[DATA TO PROCESS]
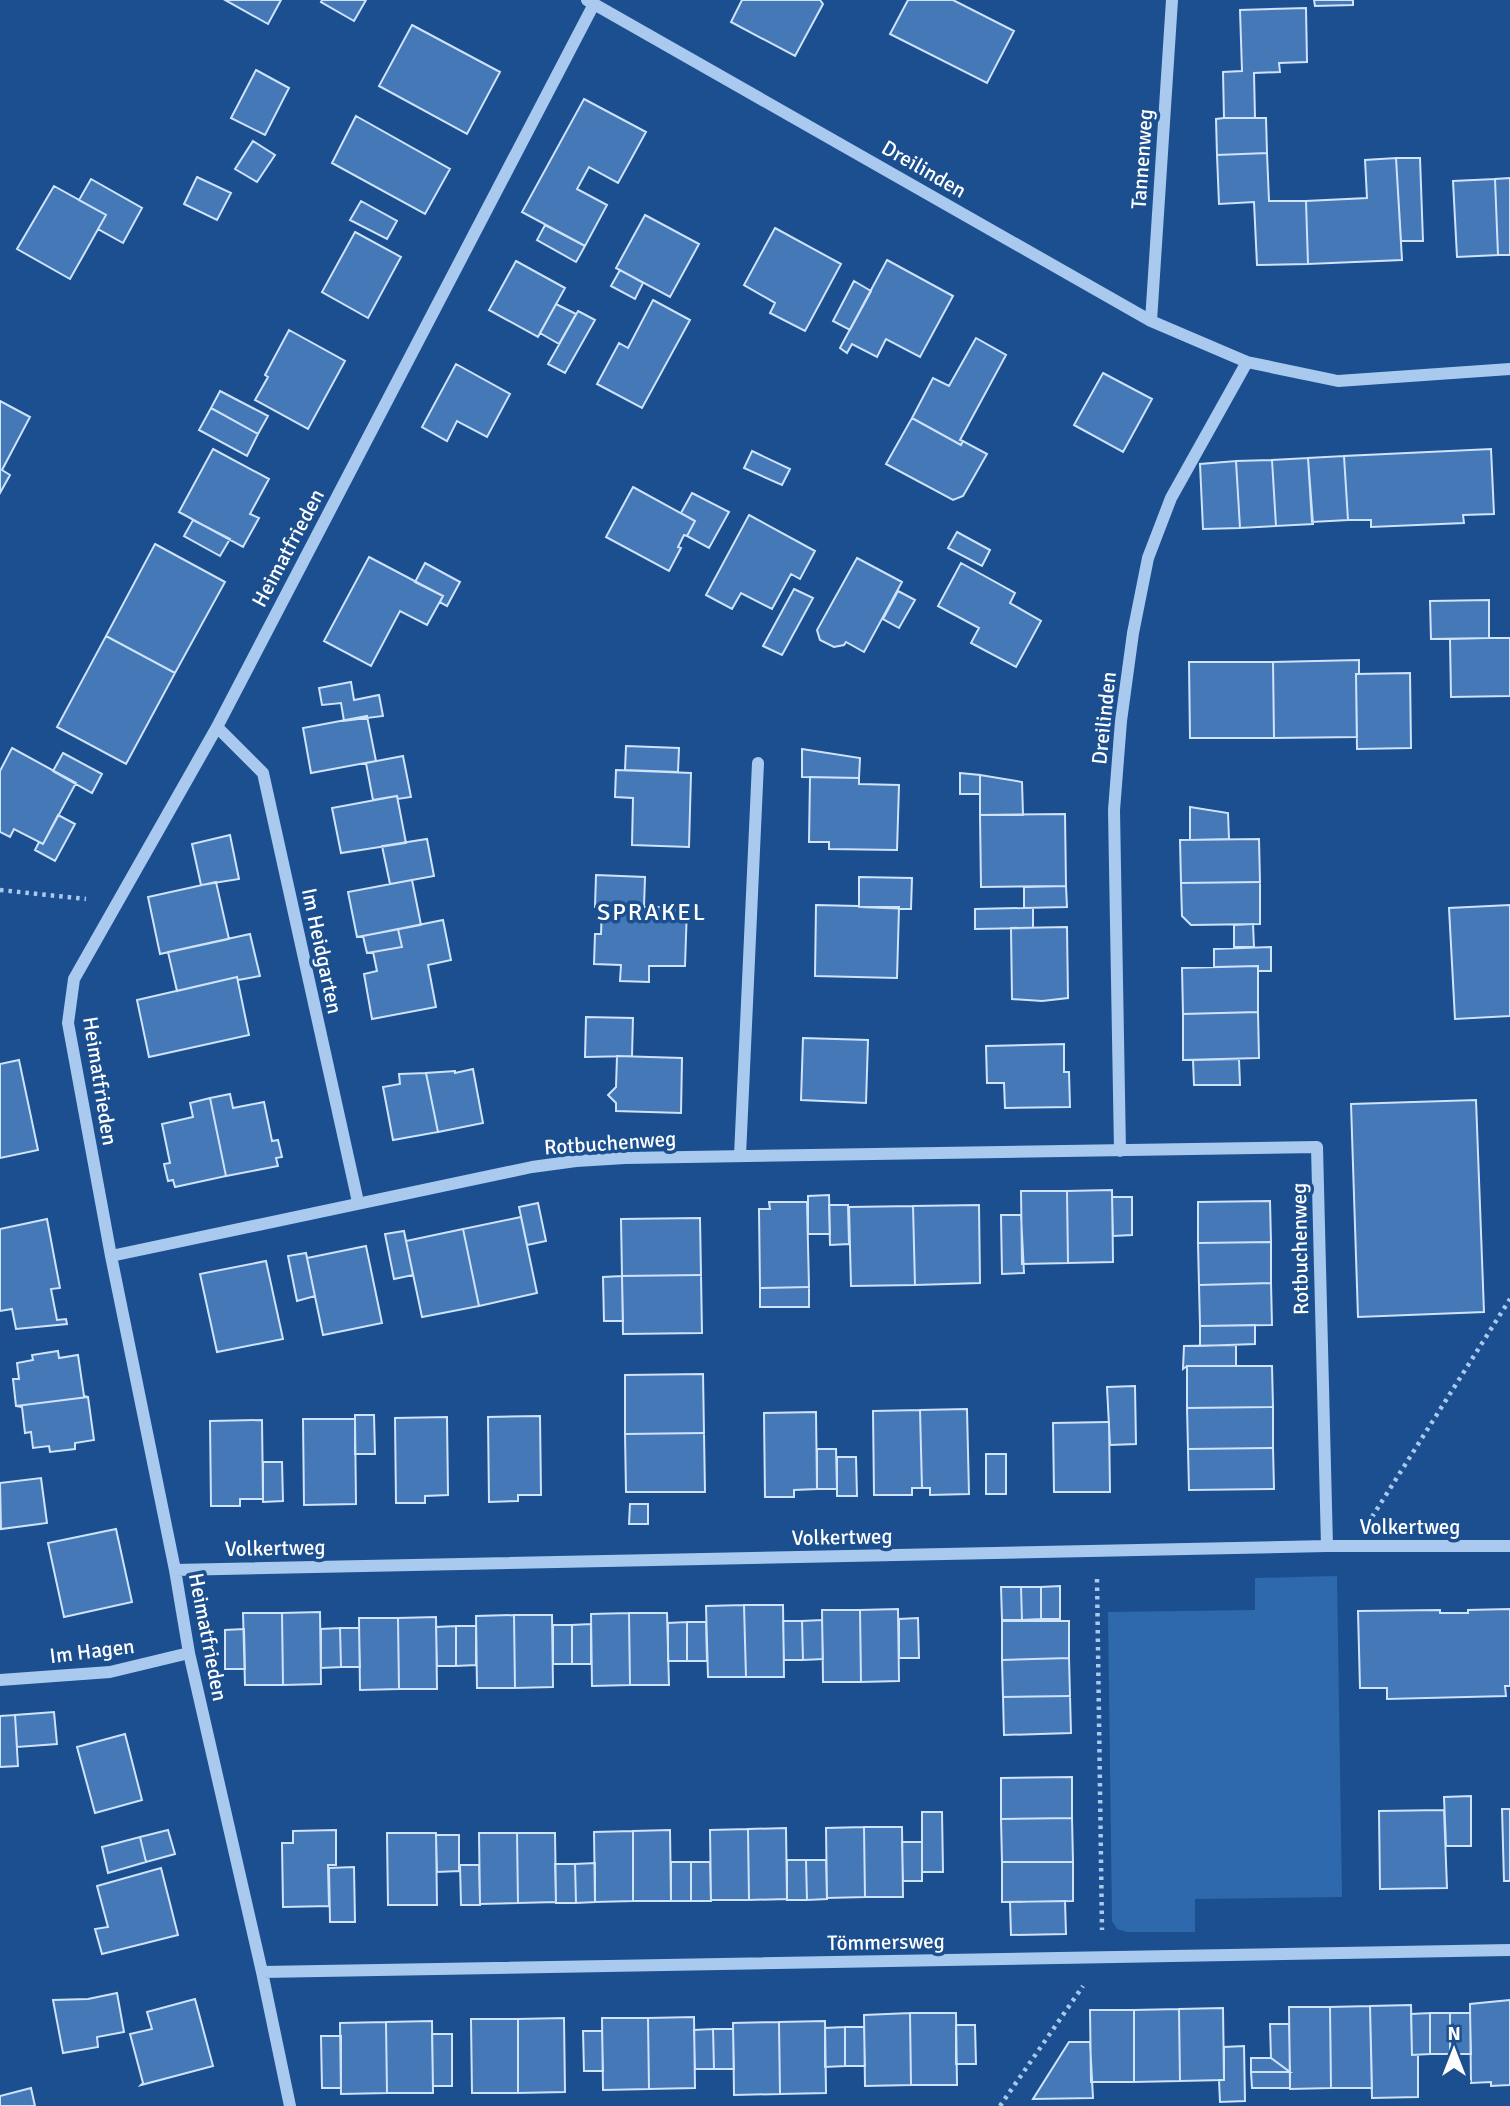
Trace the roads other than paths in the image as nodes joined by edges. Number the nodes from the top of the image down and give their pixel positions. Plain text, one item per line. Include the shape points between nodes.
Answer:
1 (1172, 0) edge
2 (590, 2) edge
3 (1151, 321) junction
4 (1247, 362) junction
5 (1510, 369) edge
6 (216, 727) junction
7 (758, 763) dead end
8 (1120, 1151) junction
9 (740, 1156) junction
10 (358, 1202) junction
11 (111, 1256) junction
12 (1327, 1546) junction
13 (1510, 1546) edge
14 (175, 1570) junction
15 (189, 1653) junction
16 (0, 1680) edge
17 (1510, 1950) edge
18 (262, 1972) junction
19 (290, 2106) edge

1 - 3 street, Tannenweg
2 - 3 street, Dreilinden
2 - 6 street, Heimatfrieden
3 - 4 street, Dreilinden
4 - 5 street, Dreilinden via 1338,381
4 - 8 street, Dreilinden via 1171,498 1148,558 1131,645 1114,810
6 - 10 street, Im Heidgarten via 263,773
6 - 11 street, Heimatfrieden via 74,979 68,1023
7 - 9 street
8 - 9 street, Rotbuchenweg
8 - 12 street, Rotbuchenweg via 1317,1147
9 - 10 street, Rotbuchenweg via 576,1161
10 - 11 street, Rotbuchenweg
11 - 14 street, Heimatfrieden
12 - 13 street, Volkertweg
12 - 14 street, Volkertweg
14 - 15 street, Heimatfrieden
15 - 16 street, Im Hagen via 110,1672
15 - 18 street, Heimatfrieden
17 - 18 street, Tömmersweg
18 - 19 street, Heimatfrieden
[/DATA TO PROCESS]
[DATA TO PROCESS]
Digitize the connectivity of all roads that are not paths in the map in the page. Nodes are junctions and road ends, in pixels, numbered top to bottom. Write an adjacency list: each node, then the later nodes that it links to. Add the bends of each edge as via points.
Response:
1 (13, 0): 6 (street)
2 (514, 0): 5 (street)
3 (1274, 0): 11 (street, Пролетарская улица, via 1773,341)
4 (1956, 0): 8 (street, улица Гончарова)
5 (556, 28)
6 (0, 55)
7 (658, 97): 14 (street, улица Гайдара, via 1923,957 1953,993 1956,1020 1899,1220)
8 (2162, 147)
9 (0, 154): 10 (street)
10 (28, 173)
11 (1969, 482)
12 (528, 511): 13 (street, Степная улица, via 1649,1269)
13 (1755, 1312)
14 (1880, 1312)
[/DATA TO PROCESS]
[DATA TO PROCESS]
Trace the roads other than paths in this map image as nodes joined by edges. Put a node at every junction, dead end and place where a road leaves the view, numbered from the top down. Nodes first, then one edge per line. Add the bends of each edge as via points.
[/DATA TO PROCESS]
**WORK INSTRUCTION**
Return each line of the preceding material in which "roads" can be found.

**TASK SOLUTION**
Trace the roads other than paths in the image as nodes joined by edges. Number the nodes from the top of the image down and give their pixel positions. Plain text, one item per line. Include the shape points between nodes.
Digitize the connectivity of all roads that are not paths in the map in the page. Nodes are junctions and road ends, in pixels, numbered top to bottom. Write an adjacency list: each node, then the later nodes that it links to. Add the bends of each edge as via points.
Trace the roads other than paths in this map image as nodes joined by edges. Put a node at every junction, dead end and place where a road leaves the view, numbered from the top down. Nodes first, then one edge per line. Add the bends of each edge as via points.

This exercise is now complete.